While home delivery service can help reach mobility-limited clients, it cuts down on the shopping experience that the food bank tries to provide for its customers. To offer those alternatives to its customers, the organization also works to improve the accessibility of its main shopping space.
“Home delivery is one option. But at the same time, the more that we can make our open space – our shopping space – more conducive to access for folks who have some mobility limitations and challenges is really kind of paramount,” Gruber says. “At the core of our work, we want it to be about providing an independent shopping experience for folks who are able to participate.”
Alongside improving the accessibility of their spaces, panel members suggest that home delivery services could give way to a “pop-up” model in the future, with onsite food banks for mobility-limited customers. While these pop-ups require volunteer and time commitment, they can effectively bring the food bank experience to customers, particularly in high-density housing.

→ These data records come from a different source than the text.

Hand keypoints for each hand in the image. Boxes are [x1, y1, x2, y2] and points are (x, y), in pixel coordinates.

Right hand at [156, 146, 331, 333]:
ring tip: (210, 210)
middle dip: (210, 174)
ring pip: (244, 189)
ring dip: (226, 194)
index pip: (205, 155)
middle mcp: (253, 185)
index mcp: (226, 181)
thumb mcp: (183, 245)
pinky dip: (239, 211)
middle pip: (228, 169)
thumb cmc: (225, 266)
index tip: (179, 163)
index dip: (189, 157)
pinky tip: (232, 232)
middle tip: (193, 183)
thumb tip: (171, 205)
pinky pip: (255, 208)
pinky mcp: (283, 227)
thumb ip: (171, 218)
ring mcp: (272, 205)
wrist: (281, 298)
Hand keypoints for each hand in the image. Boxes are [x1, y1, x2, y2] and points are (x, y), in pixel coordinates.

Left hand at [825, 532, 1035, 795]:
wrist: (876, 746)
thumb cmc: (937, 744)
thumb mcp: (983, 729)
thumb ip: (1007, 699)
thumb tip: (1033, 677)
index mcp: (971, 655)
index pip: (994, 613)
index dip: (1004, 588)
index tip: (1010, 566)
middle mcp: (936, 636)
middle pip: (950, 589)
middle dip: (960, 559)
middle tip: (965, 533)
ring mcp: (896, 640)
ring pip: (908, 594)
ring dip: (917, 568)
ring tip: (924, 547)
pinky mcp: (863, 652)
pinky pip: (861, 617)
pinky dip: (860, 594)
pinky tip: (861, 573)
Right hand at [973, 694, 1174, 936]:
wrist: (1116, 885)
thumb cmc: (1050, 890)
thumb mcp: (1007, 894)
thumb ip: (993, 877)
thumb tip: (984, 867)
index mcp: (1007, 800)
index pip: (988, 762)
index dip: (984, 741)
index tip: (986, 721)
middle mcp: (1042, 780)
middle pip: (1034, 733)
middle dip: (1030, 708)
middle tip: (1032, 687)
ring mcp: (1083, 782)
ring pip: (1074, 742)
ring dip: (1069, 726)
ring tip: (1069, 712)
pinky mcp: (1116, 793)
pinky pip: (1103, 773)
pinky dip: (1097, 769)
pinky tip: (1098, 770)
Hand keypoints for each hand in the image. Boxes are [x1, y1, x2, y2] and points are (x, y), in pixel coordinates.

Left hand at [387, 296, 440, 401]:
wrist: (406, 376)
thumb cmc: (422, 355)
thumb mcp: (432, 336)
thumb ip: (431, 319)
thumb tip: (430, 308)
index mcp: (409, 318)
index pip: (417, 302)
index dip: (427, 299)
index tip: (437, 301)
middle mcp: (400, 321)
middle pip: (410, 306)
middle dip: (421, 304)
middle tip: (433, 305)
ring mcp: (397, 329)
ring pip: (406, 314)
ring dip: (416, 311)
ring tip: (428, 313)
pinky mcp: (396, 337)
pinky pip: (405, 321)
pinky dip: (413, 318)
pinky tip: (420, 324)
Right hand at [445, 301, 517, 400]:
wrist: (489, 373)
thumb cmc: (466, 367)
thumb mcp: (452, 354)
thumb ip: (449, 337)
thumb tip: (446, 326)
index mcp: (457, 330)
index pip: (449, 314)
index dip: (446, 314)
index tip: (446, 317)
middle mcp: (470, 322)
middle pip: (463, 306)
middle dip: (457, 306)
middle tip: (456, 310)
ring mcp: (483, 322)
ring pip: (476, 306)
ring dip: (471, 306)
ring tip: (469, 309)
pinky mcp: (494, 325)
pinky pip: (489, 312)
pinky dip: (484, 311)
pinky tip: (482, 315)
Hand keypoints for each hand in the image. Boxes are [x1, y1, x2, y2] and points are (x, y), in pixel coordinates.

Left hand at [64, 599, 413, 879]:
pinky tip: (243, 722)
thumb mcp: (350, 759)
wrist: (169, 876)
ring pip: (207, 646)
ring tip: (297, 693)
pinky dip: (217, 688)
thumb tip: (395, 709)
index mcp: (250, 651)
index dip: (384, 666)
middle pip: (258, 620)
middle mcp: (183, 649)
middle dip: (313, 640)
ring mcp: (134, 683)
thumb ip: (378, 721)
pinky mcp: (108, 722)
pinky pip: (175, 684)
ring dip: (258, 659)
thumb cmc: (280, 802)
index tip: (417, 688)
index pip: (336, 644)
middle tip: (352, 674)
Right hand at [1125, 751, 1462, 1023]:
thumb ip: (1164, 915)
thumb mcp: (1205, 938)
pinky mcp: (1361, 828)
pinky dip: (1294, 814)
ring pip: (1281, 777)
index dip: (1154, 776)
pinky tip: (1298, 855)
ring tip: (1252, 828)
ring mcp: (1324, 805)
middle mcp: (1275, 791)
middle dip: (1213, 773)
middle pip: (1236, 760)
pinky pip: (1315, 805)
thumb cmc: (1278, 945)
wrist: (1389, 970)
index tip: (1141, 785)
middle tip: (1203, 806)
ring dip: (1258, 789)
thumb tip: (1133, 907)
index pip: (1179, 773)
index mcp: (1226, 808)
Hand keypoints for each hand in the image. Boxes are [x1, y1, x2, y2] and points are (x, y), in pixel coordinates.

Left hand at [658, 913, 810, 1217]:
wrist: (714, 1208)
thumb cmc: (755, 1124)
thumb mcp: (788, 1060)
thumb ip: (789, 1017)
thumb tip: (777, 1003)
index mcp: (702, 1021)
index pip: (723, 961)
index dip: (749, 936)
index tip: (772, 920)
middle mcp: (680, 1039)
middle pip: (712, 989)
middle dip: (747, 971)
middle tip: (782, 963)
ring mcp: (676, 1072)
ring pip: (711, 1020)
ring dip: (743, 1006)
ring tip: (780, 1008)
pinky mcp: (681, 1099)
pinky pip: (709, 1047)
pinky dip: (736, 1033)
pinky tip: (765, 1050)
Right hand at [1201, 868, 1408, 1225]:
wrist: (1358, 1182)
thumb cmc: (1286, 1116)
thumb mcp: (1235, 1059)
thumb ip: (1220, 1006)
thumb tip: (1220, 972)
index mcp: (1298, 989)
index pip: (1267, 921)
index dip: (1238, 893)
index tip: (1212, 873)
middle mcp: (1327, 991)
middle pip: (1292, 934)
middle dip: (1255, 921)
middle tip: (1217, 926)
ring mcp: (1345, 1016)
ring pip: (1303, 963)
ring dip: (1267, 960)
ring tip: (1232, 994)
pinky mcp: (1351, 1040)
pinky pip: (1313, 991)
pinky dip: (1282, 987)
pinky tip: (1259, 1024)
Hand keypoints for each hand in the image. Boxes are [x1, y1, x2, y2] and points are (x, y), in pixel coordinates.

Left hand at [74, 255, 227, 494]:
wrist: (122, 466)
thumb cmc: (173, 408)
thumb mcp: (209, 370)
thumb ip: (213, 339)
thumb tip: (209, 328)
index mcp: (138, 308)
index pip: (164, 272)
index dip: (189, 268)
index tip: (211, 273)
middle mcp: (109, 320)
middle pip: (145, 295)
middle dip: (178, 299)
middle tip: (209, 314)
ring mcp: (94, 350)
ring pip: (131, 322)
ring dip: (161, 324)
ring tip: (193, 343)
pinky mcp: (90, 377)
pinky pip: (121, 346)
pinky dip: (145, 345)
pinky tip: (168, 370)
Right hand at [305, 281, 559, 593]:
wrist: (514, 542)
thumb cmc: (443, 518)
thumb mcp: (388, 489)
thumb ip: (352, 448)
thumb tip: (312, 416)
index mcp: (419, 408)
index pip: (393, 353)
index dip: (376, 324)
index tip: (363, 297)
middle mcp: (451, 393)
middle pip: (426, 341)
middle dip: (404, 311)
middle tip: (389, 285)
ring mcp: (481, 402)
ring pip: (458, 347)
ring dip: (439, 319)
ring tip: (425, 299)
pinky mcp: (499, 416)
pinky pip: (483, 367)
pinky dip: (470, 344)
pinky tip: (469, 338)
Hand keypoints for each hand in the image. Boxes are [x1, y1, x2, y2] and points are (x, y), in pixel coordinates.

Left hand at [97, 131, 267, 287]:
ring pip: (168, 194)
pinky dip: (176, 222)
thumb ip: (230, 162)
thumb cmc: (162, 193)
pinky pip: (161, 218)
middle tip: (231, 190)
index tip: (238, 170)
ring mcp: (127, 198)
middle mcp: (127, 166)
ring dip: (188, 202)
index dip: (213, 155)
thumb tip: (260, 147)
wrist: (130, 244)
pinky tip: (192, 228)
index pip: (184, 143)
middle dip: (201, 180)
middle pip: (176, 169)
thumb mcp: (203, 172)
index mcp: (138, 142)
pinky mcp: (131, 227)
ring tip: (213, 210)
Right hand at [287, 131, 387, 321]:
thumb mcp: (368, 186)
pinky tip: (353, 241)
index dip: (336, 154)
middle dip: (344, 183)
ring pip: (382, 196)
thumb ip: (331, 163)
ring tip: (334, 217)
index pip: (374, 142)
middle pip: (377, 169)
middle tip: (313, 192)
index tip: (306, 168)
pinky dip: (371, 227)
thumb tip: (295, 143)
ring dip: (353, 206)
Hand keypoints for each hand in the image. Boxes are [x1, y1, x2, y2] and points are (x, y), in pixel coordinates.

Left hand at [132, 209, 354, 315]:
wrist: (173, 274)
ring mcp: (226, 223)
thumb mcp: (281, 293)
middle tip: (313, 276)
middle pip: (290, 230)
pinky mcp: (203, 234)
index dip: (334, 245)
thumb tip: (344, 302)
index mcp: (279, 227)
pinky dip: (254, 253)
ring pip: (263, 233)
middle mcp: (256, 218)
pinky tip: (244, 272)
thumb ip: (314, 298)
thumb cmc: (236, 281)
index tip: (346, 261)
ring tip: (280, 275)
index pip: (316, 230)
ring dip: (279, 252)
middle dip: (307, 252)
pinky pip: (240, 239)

Overall, the food bank staff offered an inside look at how nonprofit services have targeted food insecurity issues and adapted to better serve mobility-limited customers. While the three nonprofit representatives who spoke at the event offered different perspectives on strategies based on their own experiences, there was a common focus on improving food bank accessibility – not just in home delivery services, but also to open up the traditional food bank experience to all customers. They also offered a glimpse at future plans, including pop-up food banks that could bring that food bank experience to the customer, rather than relying on the customer to come to them.